I now recognize, praise and honor the lawyer’s unique opportunity to be a force for greater good, in our paid work, our pro bono work, and other moments in which we assert our professional identity.   In my writings to you this month, I will highlight three roles that lawyers commonly assume:  we are by turns counselors, advocates, and peacemakers.  I will share with you a story to illustrate the power each of us has to express that role to its fullest, what I call, “The Power of One.”   In the course of these writings, I will share with you more of my own personal journey, and invite you to deliberate about your own path.

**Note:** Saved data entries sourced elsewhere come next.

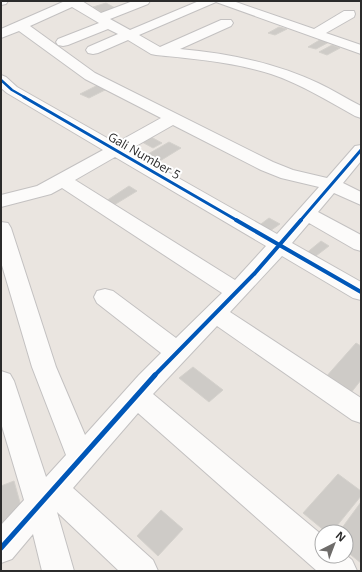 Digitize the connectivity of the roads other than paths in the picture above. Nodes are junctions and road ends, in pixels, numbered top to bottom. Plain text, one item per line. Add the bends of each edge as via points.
1 (144, 1) edge
2 (210, 1) edge
3 (221, 1) edge
4 (74, 2) edge
5 (348, 14) dead end
6 (104, 21) junction
7 (226, 23) dead end
8 (21, 26) junction
9 (1, 34) edge
10 (314, 34) junction
11 (130, 35) junction
12 (63, 42) dead end
13 (93, 50) dead end
14 (361, 50) edge
15 (160, 53) junction
16 (1, 80) edge
17 (361, 113) edge
18 (172, 118) junction
19 (116, 151) junction
20 (358, 158) edge
21 (62, 180) junction
22 (332, 185) junction
23 (361, 199) edge
24 (1, 201) edge
25 (307, 214) junction
26 (1, 228) edge
27 (361, 244) edge
28 (280, 245) junction
29 (237, 292) junction
30 (361, 292) edge
31 (105, 297) dead end
32 (216, 314) junction
33 (177, 352) junction
34 (1, 381) edge
35 (137, 396) junction
36 (361, 412) edge
37 (81, 457) junction
38 (46, 496) junction
39 (1, 548) edge
40 (314, 549) edge
41 (332, 564) edge
42 (58, 571) edge
43 (142, 571) edge
44 (341, 571) edge

1 - 6 street
2 - 11 street
3 - 10 street
4 - 6 street
4 - 8 street
5 - 10 street
6 - 11 street
6 - 12 street
7 - 15 street
8 - 9 street
8 - 18 street via 90,76
10 - 14 street
11 - 13 street
11 - 15 street
15 - 17 street via 190,54 244,62 276,71 313,86
16 - 19 street, Gali Number 5 via 12,90
18 - 19 street
18 - 22 street via 287,174
19 - 21 street
19 - 28 street, Gali Number 5
20 - 22 street
21 - 24 street via 44,190
21 - 29 street
22 - 23 street
22 - 25 street
25 - 27 street
25 - 28 street
26 - 37 street via 44,367
28 - 29 street
28 - 30 street, Gali Number 5
29 - 32 street
31 - 33 street
32 - 33 street
32 - 36 street
33 - 35 street
34 - 38 street
35 - 37 street
35 - 40 street
37 - 38 street
38 - 39 street
38 - 42 street
38 - 43 street
41 - 44 street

A few caveats about this series, and its name.  Make no mistake, as a student of social justice, I cherish no affinity for the myth of self-reliance our culture buys and sells.   That is not the kind of power I am talking about.  Nor do I assert that lawyers as a group possess superpowers not otherwise found in the general population!   And certainly, advocating, counseling and peacemaking represent only a few of the hats in the lawyer’s millinery.  My point will be simply to show that as human beings, each of us does possess tremendous gifts with which we can effect change in our own lives and in the lives of others, and lawyering provides unique opportunities to apply those gifts.

Why this subject?   Because we all need encouragement, and in my experience, we lawyers need it from each other especially.   Because it is easier to be a critic than to create, and I would rather use this platform to honor creating than write yet another critique.   Because as Wordsworth lamented over 200 years ago “Getting and spending we lay waste our powers…”; let us stop the getting and spending for one single second, and dare to dream a larger life!   

 And finally, because over the years I have talked with many lawyers sitting somewhere between vaguely uneasy and wholly dissatisfied with our chosen profession.  I myself vascillated across that spectrum for awhile.  Comprehending my own personal power to effect change helped me discover something akin to what I felt at law school graduation – a celebratory and grateful attitude about my ability to be a lawyer.   This, dear reader, is a gift of joy too rare not to share.

This Post Has 2 Comments

  1. Linda Langen

    Truly inspirational. Look forward to reading more on this topic. Thank you!

  2. Robert Teuber

    Good on you Cathy for writing about this.

    Unfortunately, this is usually something that we have had to learn through experience rather than by having been taught. I hope that your series will be read by new (or soon to be) lawyers and that it will accelerate their experience.